At least once a year I like to engage my fifth and sixth graders in a thought experiment that has led year after year to passionate discussions involving ALL of my students. Sometimes it grows out of a lesson on the role of slavery in the writing of the United States Constitution. Sometimes it comes from a study of gender roles in ancient China, Egypt, and Mesopotamia. Invariably, it turns into a discussion of how context-dependent ethical issues can be.
I start by making an outrageous statement to the class. I shocked this year’s class by telling them that if I had grown up in South Carolina in the 1770s, I am certain I would have been a staunch supporter of both slavery and the Three-Fifths Compromise. In other years I have said things like, “Of course women should not have the right to vote,” Or, “It is only right that the United States took the land from the Indians.”
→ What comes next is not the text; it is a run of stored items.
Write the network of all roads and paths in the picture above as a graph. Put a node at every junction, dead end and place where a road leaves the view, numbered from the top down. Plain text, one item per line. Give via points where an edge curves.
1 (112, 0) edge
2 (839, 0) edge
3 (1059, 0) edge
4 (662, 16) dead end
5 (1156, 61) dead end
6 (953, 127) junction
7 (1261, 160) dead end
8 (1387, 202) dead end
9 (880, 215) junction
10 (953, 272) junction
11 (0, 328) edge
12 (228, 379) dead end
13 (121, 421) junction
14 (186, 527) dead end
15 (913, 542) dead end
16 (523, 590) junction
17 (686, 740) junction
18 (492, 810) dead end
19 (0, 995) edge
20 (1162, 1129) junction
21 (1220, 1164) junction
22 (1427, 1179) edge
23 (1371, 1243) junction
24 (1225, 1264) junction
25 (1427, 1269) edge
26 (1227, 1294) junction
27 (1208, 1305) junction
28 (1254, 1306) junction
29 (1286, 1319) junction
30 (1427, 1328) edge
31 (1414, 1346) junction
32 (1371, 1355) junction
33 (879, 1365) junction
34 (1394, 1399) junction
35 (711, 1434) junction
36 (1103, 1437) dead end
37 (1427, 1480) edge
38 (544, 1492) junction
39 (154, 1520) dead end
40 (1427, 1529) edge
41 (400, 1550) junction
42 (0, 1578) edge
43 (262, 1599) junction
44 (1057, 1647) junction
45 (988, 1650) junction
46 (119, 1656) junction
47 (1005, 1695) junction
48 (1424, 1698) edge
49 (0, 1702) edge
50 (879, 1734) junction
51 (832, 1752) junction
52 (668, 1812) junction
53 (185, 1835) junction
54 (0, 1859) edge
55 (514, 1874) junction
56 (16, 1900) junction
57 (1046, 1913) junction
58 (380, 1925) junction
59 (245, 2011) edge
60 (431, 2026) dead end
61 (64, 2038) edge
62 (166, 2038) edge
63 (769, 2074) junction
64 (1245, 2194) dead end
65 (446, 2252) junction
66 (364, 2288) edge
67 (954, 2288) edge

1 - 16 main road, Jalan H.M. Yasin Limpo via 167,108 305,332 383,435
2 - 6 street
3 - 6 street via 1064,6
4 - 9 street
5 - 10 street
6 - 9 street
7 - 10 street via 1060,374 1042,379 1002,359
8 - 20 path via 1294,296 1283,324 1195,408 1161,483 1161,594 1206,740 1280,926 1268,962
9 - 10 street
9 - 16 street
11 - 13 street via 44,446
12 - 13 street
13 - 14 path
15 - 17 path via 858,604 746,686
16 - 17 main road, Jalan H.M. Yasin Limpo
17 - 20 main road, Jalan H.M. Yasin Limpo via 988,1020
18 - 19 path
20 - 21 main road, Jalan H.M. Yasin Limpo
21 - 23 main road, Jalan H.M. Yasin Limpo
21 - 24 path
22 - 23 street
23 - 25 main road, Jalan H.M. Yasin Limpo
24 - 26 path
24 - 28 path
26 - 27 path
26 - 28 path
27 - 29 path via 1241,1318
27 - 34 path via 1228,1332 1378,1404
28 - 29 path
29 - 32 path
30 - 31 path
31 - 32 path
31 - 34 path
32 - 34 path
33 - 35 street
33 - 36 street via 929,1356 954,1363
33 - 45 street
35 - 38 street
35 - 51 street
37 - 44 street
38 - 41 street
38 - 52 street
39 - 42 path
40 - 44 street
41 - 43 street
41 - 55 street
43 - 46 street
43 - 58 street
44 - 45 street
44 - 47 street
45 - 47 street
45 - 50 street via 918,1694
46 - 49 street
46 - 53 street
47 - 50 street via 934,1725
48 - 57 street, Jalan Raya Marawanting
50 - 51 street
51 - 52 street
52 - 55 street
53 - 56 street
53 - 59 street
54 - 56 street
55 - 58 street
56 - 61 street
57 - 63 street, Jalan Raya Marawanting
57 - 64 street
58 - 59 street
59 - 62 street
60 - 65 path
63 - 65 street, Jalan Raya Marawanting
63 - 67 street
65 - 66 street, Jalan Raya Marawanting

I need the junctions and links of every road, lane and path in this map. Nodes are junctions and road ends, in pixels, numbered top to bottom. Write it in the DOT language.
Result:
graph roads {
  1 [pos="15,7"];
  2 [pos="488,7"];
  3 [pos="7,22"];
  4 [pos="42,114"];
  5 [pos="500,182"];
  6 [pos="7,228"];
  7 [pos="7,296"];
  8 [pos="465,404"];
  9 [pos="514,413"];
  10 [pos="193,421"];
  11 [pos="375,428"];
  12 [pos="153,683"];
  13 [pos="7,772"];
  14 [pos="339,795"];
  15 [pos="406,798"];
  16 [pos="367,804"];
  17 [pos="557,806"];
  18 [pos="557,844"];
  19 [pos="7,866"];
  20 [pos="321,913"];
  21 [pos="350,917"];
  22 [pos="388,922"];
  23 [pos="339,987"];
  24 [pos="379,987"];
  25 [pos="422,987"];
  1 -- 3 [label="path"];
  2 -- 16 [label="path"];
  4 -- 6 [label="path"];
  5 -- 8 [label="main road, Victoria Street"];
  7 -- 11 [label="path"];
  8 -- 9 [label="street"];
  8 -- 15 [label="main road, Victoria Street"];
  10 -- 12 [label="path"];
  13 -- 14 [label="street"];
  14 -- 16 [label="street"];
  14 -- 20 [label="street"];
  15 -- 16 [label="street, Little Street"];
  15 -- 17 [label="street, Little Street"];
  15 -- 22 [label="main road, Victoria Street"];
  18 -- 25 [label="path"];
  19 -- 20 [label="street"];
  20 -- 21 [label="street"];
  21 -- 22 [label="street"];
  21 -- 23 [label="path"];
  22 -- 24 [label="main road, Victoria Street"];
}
I then back up and lead the class into a discussion of context. We talk about how hard it is to be different from the society that surrounds you. We discuss the bravery needed to stand up and point out how wrong something is if everybody is doing that thing. I then ask the students to project themselves two hundred years into the future and to predict what those future people will look back on and say, “Holy cow—it is so clear that that thing was evil and just plain wrong—how could they have done that?” This year’s group came up with three big future indictments of modern American society:
• our attitude toward homosexuality,
• our treatment of animals, and
• our treatment of the environment.
They may be right about all three. Or maybe there is some other cultural activity or attitude to which we are all blind yet which will be glaringly immoral to our great-great grandchildren. Time will tell.
Oddly enough, it was the media hubbub over Scott McClellan’s new book, What Happened, that got me thinking about this thought experiment today. I read blogs and political websites from all across the ideological spectrum—from Free Republic to Democratic Underground. And for the first time ever I have noticed an alarming consensus among commentators of all stripes. No matter what the leanings of the writer, they just about all are ripping into Scott McClellan.
The right-wingers are up in arms about Mr. McClellan’s disloyalty. They are horrified by his willingness to bite the hand that raised him up out of Texas and put him in the national spotlight. I expected these conservative commentators to tear into poor Scott and their collective assault is not at all surprising.
It is the venom spewing from the left that has taken me by surprise. Many lefty blogging heads are saying, more or less, what Arianna Huffington said on her site The Huffington Post:
“How many times are we going to have a key Bush administration official try to wash the blood off his hands -- and add a chunk of change to his bank account -- by writing a come-clean book years after the fact, pointing the finger at everyone else while painting himself as an innocent bystander to history who saw all the horrible things that were happening but, somehow, had no choice but to go along?”
To me, this is a lot like my fifth- and sixth-grade students saying of the ancient Egyptians, “How could they ever have had slaves?” Context is important. In fact, much more important than people are willing to admit when it comes to judging the behaviors of others.
I am glad Scott McClellan has written this book. Nothing I have read about the actual content of the book has surprised me. Nor does the lag time between Mr. McClellan leaving the Bush administration and the publication of his memoir. Scott McClellan was paid a lot of money for several years to work as a spokesman for a good friend whom he admired. His disillusionment took a while. His making sense of his experience took even longer. And his record of that process is an invaluable piece of history penned by a man who has shown himself to be utterly human.
Of course I wish he had stood in front of the national press corps and the people of America in the days before George Bush launched America’s misguided and unnecessary war-of-choice against Saddam Hussein and said what he is now saying. But he didn’t because he could not have. His realizations have taken a while and I am glad that when he did see what really happened that he stepped forward and told the world. With the publication of his book, Scott McClellan has gained my grudging respect and the liberal commentariat has dropped a notch or two in my estimation.